Some learned friends in San Francisco were discussing the book “Hillbilly Elegy” last week as a view into another side of America, one that loves guns and sticks with Trump.
The book describes a family in Ohio that over the generations worked first in coal and then in factories, united by a love for church and family, riven by ill health and addiction.
There was a sense of “the other” in the San Francisco discussion, as though the book were about aliens in a strange land.
During the exchange, I was in a sense defending that world, because of long slogs in Oregon and Washington state working with my hands as I went through school. I spent my days with loggers and laborers, all white in the woods, all black on the concrete crews.
And come to think of it, I did ache to get back to my college friends by the end of the summer. But those guys – the crews were all men – were a varied, strong and memorable set of characters.
But the jobs they worked at, and supported their families with, and their unions that kept pressure on the company to pay fair wages – that is all gone.
The woodworkers union is defunct. The logging business is a ghost of its former self. The laborers union has been cut almost in half since those college years. Construction sites now mostly employ nonunion immigrants for the concrete work done in the past by unionized black crews.
The continuing failure of those aghast at the antics of President Trump to understand the long-term sense of loss and disenfranchisement among his supporters could well doom the hope of flipping the House and Senate this fall.
The empty factory buildings throughout the Midwest can be seen as standing symbols of the loss of the number of jobs that were done in those buildings. For the Democrats to allow Wisconsin, and in particular its blue-collar counties, to swing into the red column must remain as a rebuke that never ends, until they get back to addressing the fears and worries of the folks that used to work in those factories.
The Democrats say they get it, but that is not apparent from their publicity.
Their 2016 platform starts with an emphasis on jobs.

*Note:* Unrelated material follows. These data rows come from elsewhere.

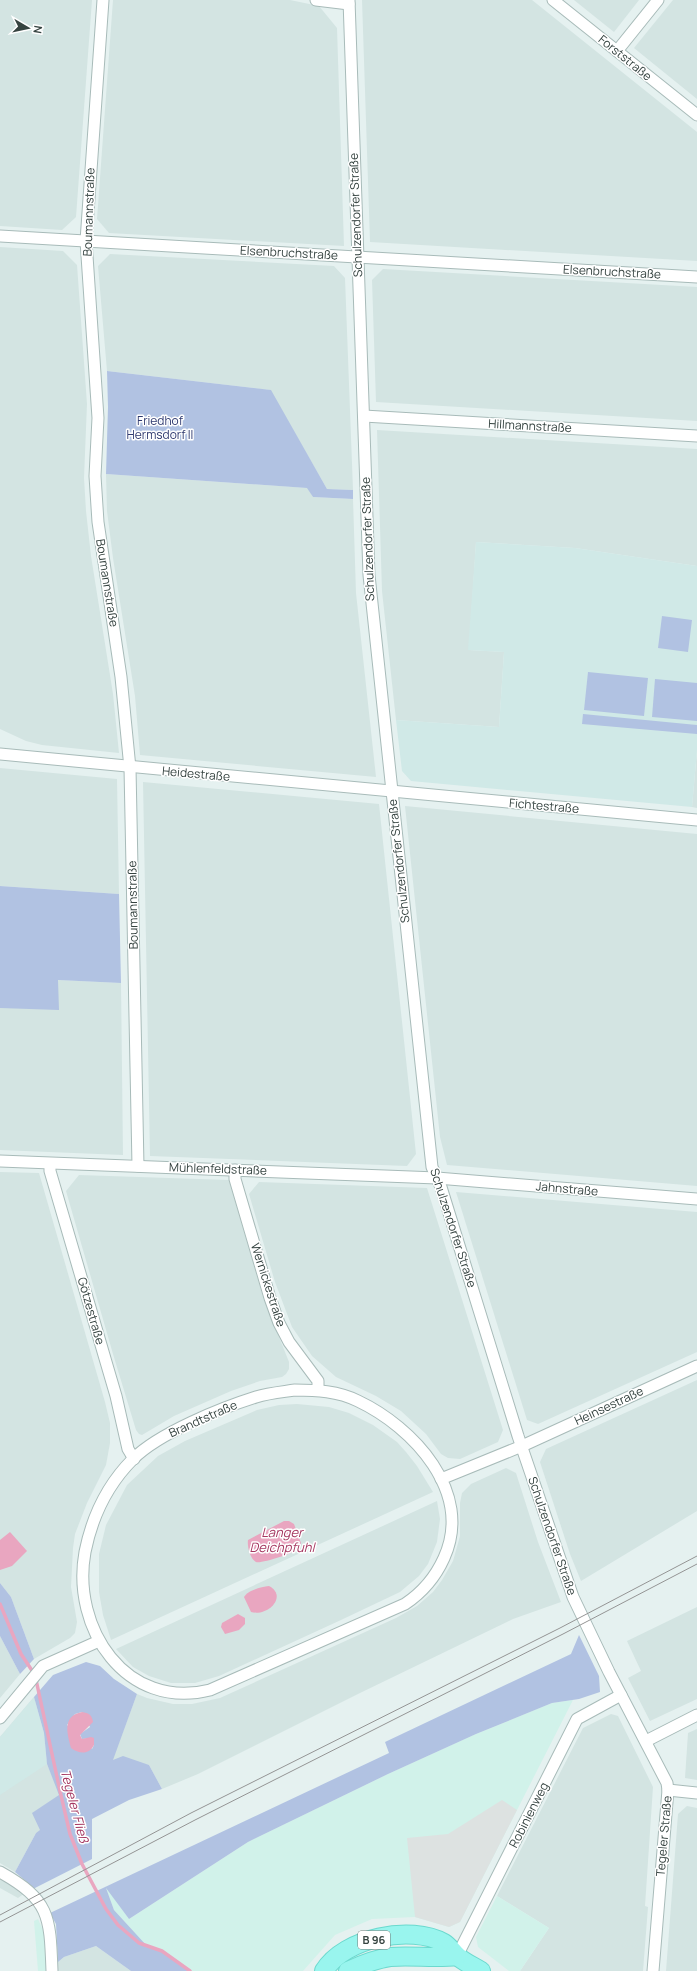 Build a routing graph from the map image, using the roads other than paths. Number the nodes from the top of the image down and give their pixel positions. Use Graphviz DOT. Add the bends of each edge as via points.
graph roads {
  1 [pos="103,0"];
  2 [pos="316,0"];
  3 [pos="553,0"];
  4 [pos="658,0"];
  5 [pos="349,2"];
  6 [pos="617,51"];
  7 [pos="697,116"];
  8 [pos="0,236"];
  9 [pos="86,241"];
  10 [pos="358,257"];
  11 [pos="697,277"];
  12 [pos="364,416"];
  13 [pos="697,436"];
  14 [pos="0,754"];
  15 [pos="130,768"];
  16 [pos="392,792"];
  17 [pos="697,820"];
  18 [pos="0,1160"];
  19 [pos="50,1164"];
  20 [pos="138,1166"];
  21 [pos="235,1170"];
  22 [pos="437,1178"];
  23 [pos="697,1199"];
  24 [pos="697,1366"];
  25 [pos="318,1390"];
  26 [pos="522,1446"];
  27 [pos="134,1459"];
  28 [pos="441,1479"];
  29 [pos="99,1641"];
  30 [pos="620,1692"];
  31 [pos="2,1715"];
  32 [pos="697,1716"];
  33 [pos="646,1741"];
  34 [pos="668,1790"];
  35 [pos="697,1793"];
  36 [pos="0,1872"];
  37 [pos="457,1956"];
  38 [pos="52,1971"];
  39 [pos="324,1971"];
  40 [pos="348,1971"];
  41 [pos="481,1971"];
  42 [pos="653,1971"];
  1 -- 9 [label="street, Boumannstraße"];
  2 -- 5 [label="street"];
  3 -- 6 [label="street, Forststraße"];
  4 -- 6 [label="street"];
  5 -- 10 [label="street, Schulzendorfer Straße"];
  6 -- 7 [label="street, Forststraße"];
  8 -- 9 [label="street, Elsenbruchstraße"];
  9 -- 10 [label="street, Elsenbruchstraße"];
  9 -- 15 [label="street, Boumannstraße" via="98,418 95,476 98,522 127,724"];
  10 -- 11 [label="street, Elsenbruchstraße"];
  10 -- 12 [label="street, Schulzendorfer Straße"];
  12 -- 13 [label="street, Hillmannstraße"];
  12 -- 16 [label="street, Schulzendorfer Straße" via="368,576"];
  14 -- 15 [label="street, Heidestraße"];
  15 -- 16 [label="street, Heidestraße"];
  15 -- 20 [label="street, Boumannstraße"];
  16 -- 17 [label="street, Fichtestraße"];
  16 -- 22 [label="street, Schulzendorfer Straße" via="423,1092 432,1167"];
  18 -- 19 [label="street, Mühlenfeldstraße"];
  19 -- 20 [label="street, Mühlenfeldstraße"];
  19 -- 27 [label="street, Götzestraße" via="116,1396 128,1449"];
  20 -- 21 [label="street, Mühlenfeldstraße"];
  21 -- 22 [label="street, Mühlenfeldstraße"];
  21 -- 25 [label="street, Wernickestraße" via="235,1179 279,1323 289,1342 318,1381"];
  22 -- 23 [label="street, Jahnstraße"];
  22 -- 26 [label="street, Schulzendorfer Straße"];
  24 -- 26 [label="street, Heinsestraße"];
  25 -- 27 [label="street, Brandtstraße" via="295,1390 258,1396 165,1436"];
  25 -- 28 [label="street, Brandtstraße" via="356,1400 382,1413 412,1438"];
  26 -- 28 [label="street"];
  26 -- 30 [label="street, Schulzendorfer Straße" via="573,1597"];
  27 -- 29 [label="street, Brandtstraße" via="100,1507 92,1525 85,1553 85,1599"];
  28 -- 29 [label="street, Brandtstraße" via="450,1504 452,1526 447,1552 427,1585 416,1596 392,1610 223,1685 196,1693 170,1693 133,1680 114,1662"];
  29 -- 31 [label="street" via="43,1666"];
  30 -- 33 [label="street, Tegeler Straße"];
  30 -- 37 [label="street, Robinienweg" via="577,1719"];
  32 -- 33 [label="street"];
  33 -- 34 [label="street, Tegeler Straße" via="667,1782"];
  34 -- 35 [label="street"];
  34 -- 42 [label="street, Tegeler Straße"];
  36 -- 38 [label="street" via="36,1897 46,1914 51,1936"];
  37 -- 39 [label="main road, B 96" via="445,1943 426,1936 410,1933 392,1935 343,1952"];
  37 -- 40 [label="main road, B 96" via="390,1957"];
  37 -- 41 [label="main road, B 96"];
}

But you have to hunt for the platform at democrats.org, while their social media reveals the unreformed operation that lost so many elections.
As I have belatedly discovered, social media can reach readers at exponential rates. But the Democratic Party’s Twitter site has pinned a three-month old tweet to the top of its page about a get-out-the-vote campaign.
The accompanying video features lecturing from Sen. Diane Feinstein and party leaders, all of it meritorious but not very exciting.
The second tweet shows a photo of Trump, with an indirect caption: “Trump’s drug plan isn’t as tough as his talk.” The third shows a picture of Iowa’s Republican Governor Kim Reynolds with a sarcastic caption about lack of school funding and breaks for millionaires.
The posts are not effective. The images are those of Republicans and the Democratic old guard. The attacks are oblique and fail to land with any force. To use Twitter-speak: BAD.
Contrast the Twitter feed of Bernie Sanders, who hits on similar themes. But his top three tweets are well packaged, timely and reinforce a steady political theme.
The first tweet on the Sanders feed gets at the issue of voting, with a sweeping proposal for reform. “Every American citizen over the age of 18 should be automatically registered to vote.”
The second attacks the issue of CEO pay: “We are dealing with a crisis of inequality and that is why we must start making the wealthy pay their fair share in taxes, not give more breaks to those at the top.”
And the third attacks again on the same issue with a tweet about net neutrality. It is accompanied by a video of Sanders framing the issue in terms of the “rich and powerful” against “the rest of us.”
His social media crew gets it. The points are simple and consistent. The images support the message.
The Democrats were once “the party of the working man,” which would now correctly translate as “the party of working men and women.” If they want to dent Trump’s working class support, they must search for and find that old soul in themselves.